» **WORK TASK**
Write back every entry exactly as it reads, with the pictures left behind.

» **INFORMATION PROVIDED**
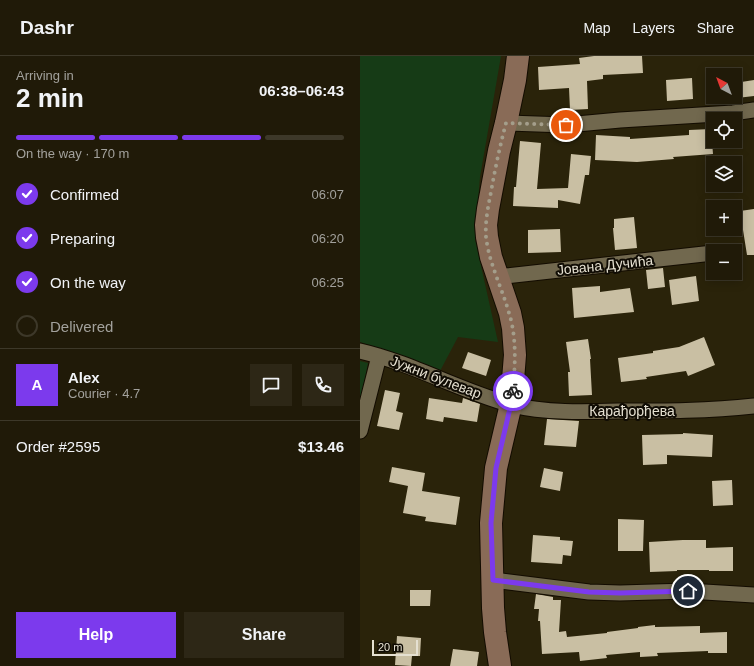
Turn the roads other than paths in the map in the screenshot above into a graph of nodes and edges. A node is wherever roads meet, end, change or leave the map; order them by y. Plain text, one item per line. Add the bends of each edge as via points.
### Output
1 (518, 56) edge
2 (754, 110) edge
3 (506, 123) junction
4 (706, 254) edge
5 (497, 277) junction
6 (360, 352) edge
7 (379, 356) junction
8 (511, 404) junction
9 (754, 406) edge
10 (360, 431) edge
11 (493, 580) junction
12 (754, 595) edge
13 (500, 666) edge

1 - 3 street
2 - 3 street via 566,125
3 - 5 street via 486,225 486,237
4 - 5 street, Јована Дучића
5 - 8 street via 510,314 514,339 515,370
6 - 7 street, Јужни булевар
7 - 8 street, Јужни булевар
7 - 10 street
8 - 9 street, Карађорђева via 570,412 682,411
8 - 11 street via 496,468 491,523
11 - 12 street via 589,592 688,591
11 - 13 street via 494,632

» **TASK RESPONSE**
Turn the roads other than paths in the map in the screenshot above into a graph of nodes and edges. A node is wherever roads meet, end, change or leave the map; order them by y. Plain text, one item per line. Add the bends of each edge as via points.
### Output
1 (518, 56) edge
2 (754, 110) edge
3 (506, 123) junction
4 (706, 254) edge
5 (497, 277) junction
6 (360, 352) edge
7 (379, 356) junction
8 (511, 404) junction
9 (754, 406) edge
10 (360, 431) edge
11 (493, 580) junction
12 (754, 595) edge
13 (500, 666) edge

1 - 3 street
2 - 3 street via 566,125
3 - 5 street via 486,225 486,237
4 - 5 street, Јована Дучића
5 - 8 street via 510,314 514,339 515,370
6 - 7 street, Јужни булевар
7 - 8 street, Јужни булевар
7 - 10 street
8 - 9 street, Карађорђева via 570,412 682,411
8 - 11 street via 496,468 491,523
11 - 12 street via 589,592 688,591
11 - 13 street via 494,632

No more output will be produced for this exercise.